◆ TASK: Each record beneath this line should be returned exactly as it is.

****************************************

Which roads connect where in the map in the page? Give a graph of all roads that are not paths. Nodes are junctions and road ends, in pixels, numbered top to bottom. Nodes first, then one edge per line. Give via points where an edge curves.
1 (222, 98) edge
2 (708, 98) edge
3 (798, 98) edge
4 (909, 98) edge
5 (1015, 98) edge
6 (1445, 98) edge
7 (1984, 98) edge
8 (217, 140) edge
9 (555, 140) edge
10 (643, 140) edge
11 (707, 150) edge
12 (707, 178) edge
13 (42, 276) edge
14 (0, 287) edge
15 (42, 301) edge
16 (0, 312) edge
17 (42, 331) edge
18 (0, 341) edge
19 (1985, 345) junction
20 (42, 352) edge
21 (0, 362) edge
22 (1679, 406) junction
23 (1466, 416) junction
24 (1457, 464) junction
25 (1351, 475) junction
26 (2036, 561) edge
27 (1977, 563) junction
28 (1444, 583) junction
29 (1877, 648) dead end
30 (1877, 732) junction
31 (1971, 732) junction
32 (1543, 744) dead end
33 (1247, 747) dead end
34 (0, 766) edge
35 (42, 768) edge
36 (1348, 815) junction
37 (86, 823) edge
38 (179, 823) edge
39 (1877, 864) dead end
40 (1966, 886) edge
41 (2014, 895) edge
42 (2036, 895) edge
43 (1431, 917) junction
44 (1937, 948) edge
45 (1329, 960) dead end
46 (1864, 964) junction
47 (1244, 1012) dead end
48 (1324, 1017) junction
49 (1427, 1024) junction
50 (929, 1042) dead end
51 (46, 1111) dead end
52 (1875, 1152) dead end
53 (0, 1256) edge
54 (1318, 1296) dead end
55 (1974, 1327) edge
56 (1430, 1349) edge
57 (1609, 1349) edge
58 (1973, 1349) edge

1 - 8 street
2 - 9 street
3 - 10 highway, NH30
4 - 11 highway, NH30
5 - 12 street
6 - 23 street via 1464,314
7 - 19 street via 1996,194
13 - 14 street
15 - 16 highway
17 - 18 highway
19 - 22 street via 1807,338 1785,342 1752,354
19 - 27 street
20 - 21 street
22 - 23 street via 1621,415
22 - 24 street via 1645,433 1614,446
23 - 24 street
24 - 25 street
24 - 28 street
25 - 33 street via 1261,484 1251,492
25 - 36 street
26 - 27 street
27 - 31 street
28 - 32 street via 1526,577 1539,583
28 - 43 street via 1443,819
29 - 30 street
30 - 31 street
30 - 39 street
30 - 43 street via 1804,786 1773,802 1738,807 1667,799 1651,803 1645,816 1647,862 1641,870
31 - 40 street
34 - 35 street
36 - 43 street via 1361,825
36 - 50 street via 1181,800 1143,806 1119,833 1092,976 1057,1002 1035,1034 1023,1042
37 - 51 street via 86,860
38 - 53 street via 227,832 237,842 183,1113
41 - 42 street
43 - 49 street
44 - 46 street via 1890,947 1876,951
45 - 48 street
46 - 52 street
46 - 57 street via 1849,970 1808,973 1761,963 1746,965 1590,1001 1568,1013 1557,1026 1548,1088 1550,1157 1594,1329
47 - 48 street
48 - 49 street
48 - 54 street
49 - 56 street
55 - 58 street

****************************************

◆ RESPONSE:
Which roads connect where in the map in the page? Give a graph of all roads that are not paths. Nodes are junctions and road ends, in pixels, numbered top to bottom. Nodes first, then one edge per line. Give via points where an edge curves.
1 (222, 98) edge
2 (708, 98) edge
3 (798, 98) edge
4 (909, 98) edge
5 (1015, 98) edge
6 (1445, 98) edge
7 (1984, 98) edge
8 (217, 140) edge
9 (555, 140) edge
10 (643, 140) edge
11 (707, 150) edge
12 (707, 178) edge
13 (42, 276) edge
14 (0, 287) edge
15 (42, 301) edge
16 (0, 312) edge
17 (42, 331) edge
18 (0, 341) edge
19 (1985, 345) junction
20 (42, 352) edge
21 (0, 362) edge
22 (1679, 406) junction
23 (1466, 416) junction
24 (1457, 464) junction
25 (1351, 475) junction
26 (2036, 561) edge
27 (1977, 563) junction
28 (1444, 583) junction
29 (1877, 648) dead end
30 (1877, 732) junction
31 (1971, 732) junction
32 (1543, 744) dead end
33 (1247, 747) dead end
34 (0, 766) edge
35 (42, 768) edge
36 (1348, 815) junction
37 (86, 823) edge
38 (179, 823) edge
39 (1877, 864) dead end
40 (1966, 886) edge
41 (2014, 895) edge
42 (2036, 895) edge
43 (1431, 917) junction
44 (1937, 948) edge
45 (1329, 960) dead end
46 (1864, 964) junction
47 (1244, 1012) dead end
48 (1324, 1017) junction
49 (1427, 1024) junction
50 (929, 1042) dead end
51 (46, 1111) dead end
52 (1875, 1152) dead end
53 (0, 1256) edge
54 (1318, 1296) dead end
55 (1974, 1327) edge
56 (1430, 1349) edge
57 (1609, 1349) edge
58 (1973, 1349) edge

1 - 8 street
2 - 9 street
3 - 10 highway, NH30
4 - 11 highway, NH30
5 - 12 street
6 - 23 street via 1464,314
7 - 19 street via 1996,194
13 - 14 street
15 - 16 highway
17 - 18 highway
19 - 22 street via 1807,338 1785,342 1752,354
19 - 27 street
20 - 21 street
22 - 23 street via 1621,415
22 - 24 street via 1645,433 1614,446
23 - 24 street
24 - 25 street
24 - 28 street
25 - 33 street via 1261,484 1251,492
25 - 36 street
26 - 27 street
27 - 31 street
28 - 32 street via 1526,577 1539,583
28 - 43 street via 1443,819
29 - 30 street
30 - 31 street
30 - 39 street
30 - 43 street via 1804,786 1773,802 1738,807 1667,799 1651,803 1645,816 1647,862 1641,870
31 - 40 street
34 - 35 street
36 - 43 street via 1361,825
36 - 50 street via 1181,800 1143,806 1119,833 1092,976 1057,1002 1035,1034 1023,1042
37 - 51 street via 86,860
38 - 53 street via 227,832 237,842 183,1113
41 - 42 street
43 - 49 street
44 - 46 street via 1890,947 1876,951
45 - 48 street
46 - 52 street
46 - 57 street via 1849,970 1808,973 1761,963 1746,965 1590,1001 1568,1013 1557,1026 1548,1088 1550,1157 1594,1329
47 - 48 street
48 - 49 street
48 - 54 street
49 - 56 street
55 - 58 street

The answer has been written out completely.